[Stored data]

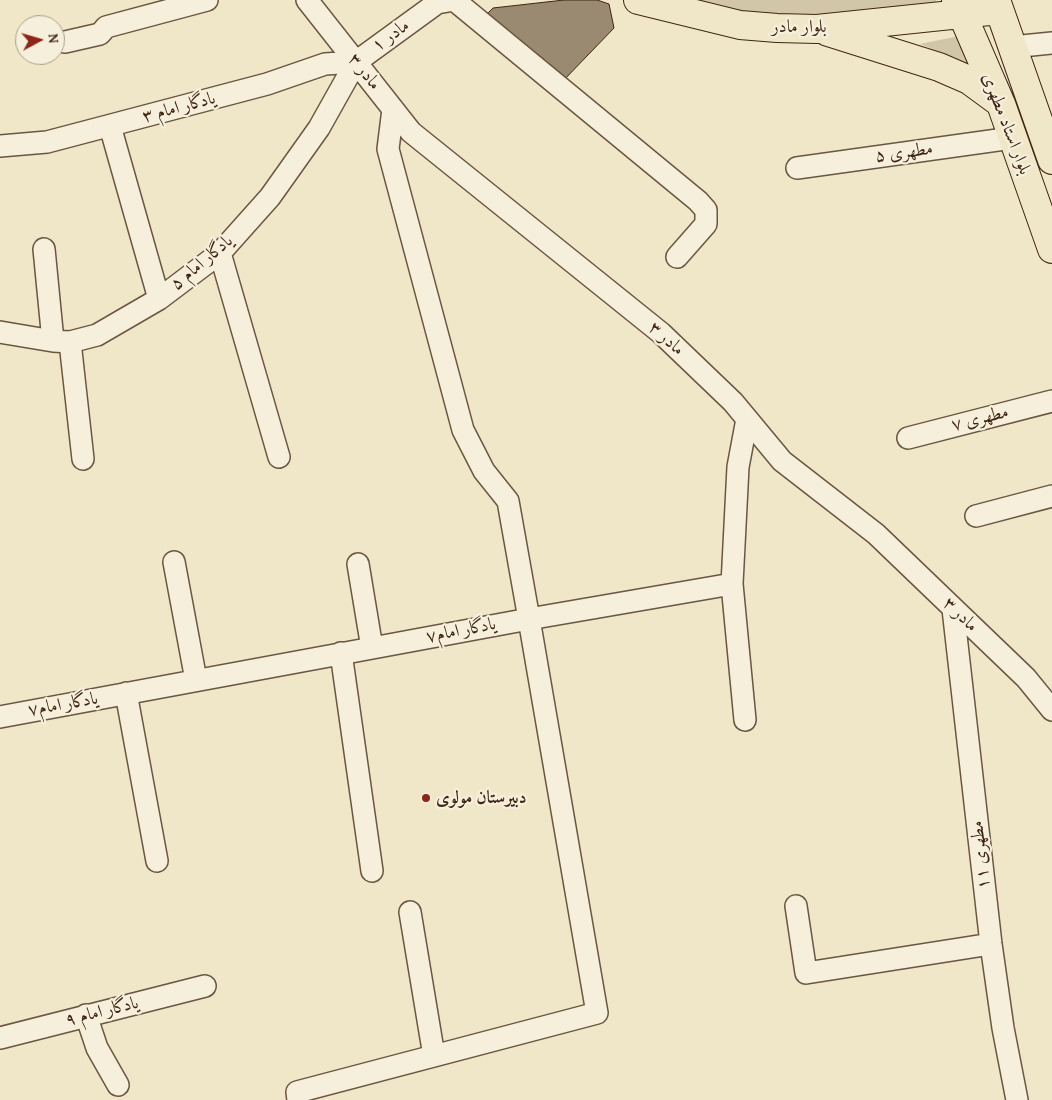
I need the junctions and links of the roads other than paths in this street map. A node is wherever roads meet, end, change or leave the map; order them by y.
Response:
1 (207, 0) edge
2 (308, 0) edge
3 (454, 0) edge
4 (638, 0) edge
5 (998, 5) edge
6 (959, 7) edge
7 (817, 29) junction
8 (65, 42) dead end
9 (1052, 43) edge
10 (1012, 47) junction
11 (356, 62) junction
12 (1001, 104) junction
13 (393, 109) junction
14 (110, 126) junction
15 (1012, 138) junction
16 (0, 146) edge
17 (1052, 160) edge
18 (797, 168) dead end
19 (44, 249) dead end
20 (1052, 249) edge
21 (220, 253) junction
22 (676, 257) dead end
23 (159, 299) junction
24 (0, 332) edge
25 (61, 341) junction
26 (1052, 401) edge
27 (747, 419) junction
28 (908, 438) dead end
29 (279, 457) dead end
30 (83, 459) dead end
31 (1052, 496) edge
32 (976, 516) dead end
33 (174, 562) dead end
34 (358, 564) dead end
35 (732, 584) junction
36 (953, 609) junction
37 (529, 619) junction
38 (372, 648) junction
39 (341, 653) junction
40 (196, 680) junction
41 (126, 694) junction
42 (1052, 710) edge
43 (0, 717) edge
44 (745, 720) dead end
45 (157, 861) dead end
46 (372, 871) dead end
47 (796, 906) dead end
48 (410, 912) dead end
49 (991, 944) junction
50 (204, 986) dead end
51 (86, 1015) junction
52 (0, 1038) edge
53 (434, 1056) junction
54 (118, 1085) dead end
55 (298, 1100) edge
56 (1017, 1100) edge

1 - 8 street
2 - 11 street, مادر ۳
3 - 11 street, مادر ۱
3 - 22 street
4 - 7 main road, بلوار مادر
5 - 6 main road, بلوار مادر
5 - 10 main road, بلوار استاد مطهری
6 - 7 main road, بلوار مادر
6 - 12 main road, بلوار استاد مطهری
7 - 12 main road
9 - 10 street
10 - 17 main road, بلوار استاد مطهری
11 - 13 street, مادر ۳
11 - 14 street, یادگار امام ۳
11 - 21 street, یادگار امام ۵
12 - 15 main road, بلوار استاد مطهری
13 - 27 street, مادر ۳
13 - 37 street
14 - 16 street, یادگار امام ۳
14 - 23 street
15 - 18 street, مطهری ۵
15 - 20 main road, بلوار استاد مطهری
19 - 25 street
21 - 23 street, یادگار امام ۵
21 - 29 street
23 - 25 street, یادگار امام ۵
24 - 25 street, یادگار امام ۵
25 - 30 street
26 - 28 street, مطهری ۷
27 - 35 street
27 - 36 street, مادر ۳
31 - 32 street
33 - 40 street
34 - 38 street
35 - 37 street, یادگار امام۷
35 - 44 street
36 - 42 street, مادر ۳
36 - 49 street, مطهری ۱۱
37 - 38 street, یادگار امام۷
37 - 53 street
38 - 39 street, یادگار امام۷
39 - 40 street, یادگار امام۷
39 - 46 street
40 - 41 street, یادگار امام۷
41 - 43 street, یادگار امام۷
41 - 45 street
47 - 49 street
48 - 53 street
49 - 56 street, مطهری ۱۱
50 - 51 street, یادگار امام ۹
51 - 52 street, یادگار امام ۹
51 - 54 street
53 - 55 street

## What to do
Among the lines above, find those that contain the word "استاد" and copy them.

## Exercise response
5 - 10 main road, بلوار استاد مطهری
6 - 12 main road, بلوار استاد مطهری
10 - 17 main road, بلوار استاد مطهری
12 - 15 main road, بلوار استاد مطهری
15 - 20 main road, بلوار استاد مطهری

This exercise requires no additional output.